→ **TASK REQUIREMENTS**
Your task is to filter the data below down to the lines holding "dead".

[Stored data]
====

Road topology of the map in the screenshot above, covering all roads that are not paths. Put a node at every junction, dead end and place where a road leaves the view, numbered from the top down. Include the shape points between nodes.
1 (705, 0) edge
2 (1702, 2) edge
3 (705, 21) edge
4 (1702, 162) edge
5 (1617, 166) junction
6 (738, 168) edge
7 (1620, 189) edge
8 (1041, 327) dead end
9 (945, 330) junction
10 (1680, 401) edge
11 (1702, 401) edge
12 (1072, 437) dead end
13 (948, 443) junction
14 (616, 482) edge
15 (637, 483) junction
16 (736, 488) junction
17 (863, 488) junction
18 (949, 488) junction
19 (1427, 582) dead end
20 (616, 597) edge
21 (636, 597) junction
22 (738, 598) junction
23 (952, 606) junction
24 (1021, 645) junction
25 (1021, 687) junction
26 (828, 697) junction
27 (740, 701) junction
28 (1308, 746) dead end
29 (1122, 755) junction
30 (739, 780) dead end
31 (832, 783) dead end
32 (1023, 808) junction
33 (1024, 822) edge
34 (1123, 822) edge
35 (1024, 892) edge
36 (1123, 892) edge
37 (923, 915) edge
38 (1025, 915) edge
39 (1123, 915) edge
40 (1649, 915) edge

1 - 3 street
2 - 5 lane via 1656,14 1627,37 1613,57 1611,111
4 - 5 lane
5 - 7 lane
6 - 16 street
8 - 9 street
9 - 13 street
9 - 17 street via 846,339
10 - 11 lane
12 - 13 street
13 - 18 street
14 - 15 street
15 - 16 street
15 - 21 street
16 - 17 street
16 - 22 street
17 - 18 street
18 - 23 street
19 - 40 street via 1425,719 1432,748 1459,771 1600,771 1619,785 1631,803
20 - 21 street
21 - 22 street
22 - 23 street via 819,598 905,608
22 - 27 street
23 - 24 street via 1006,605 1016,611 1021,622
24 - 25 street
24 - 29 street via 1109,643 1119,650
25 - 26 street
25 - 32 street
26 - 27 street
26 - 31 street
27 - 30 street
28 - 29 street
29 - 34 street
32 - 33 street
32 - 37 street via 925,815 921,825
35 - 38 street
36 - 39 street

====

→ **OUTPUT FOR THIS TASK**
Road topology of the map in the screenshot above, covering all roads that are not paths. Put a node at every junction, dead end and place where a road leaves the view, numbered from the top down. Include the shape points between nodes.
8 (1041, 327) dead end
12 (1072, 437) dead end
19 (1427, 582) dead end
28 (1308, 746) dead end
30 (739, 780) dead end
31 (832, 783) dead end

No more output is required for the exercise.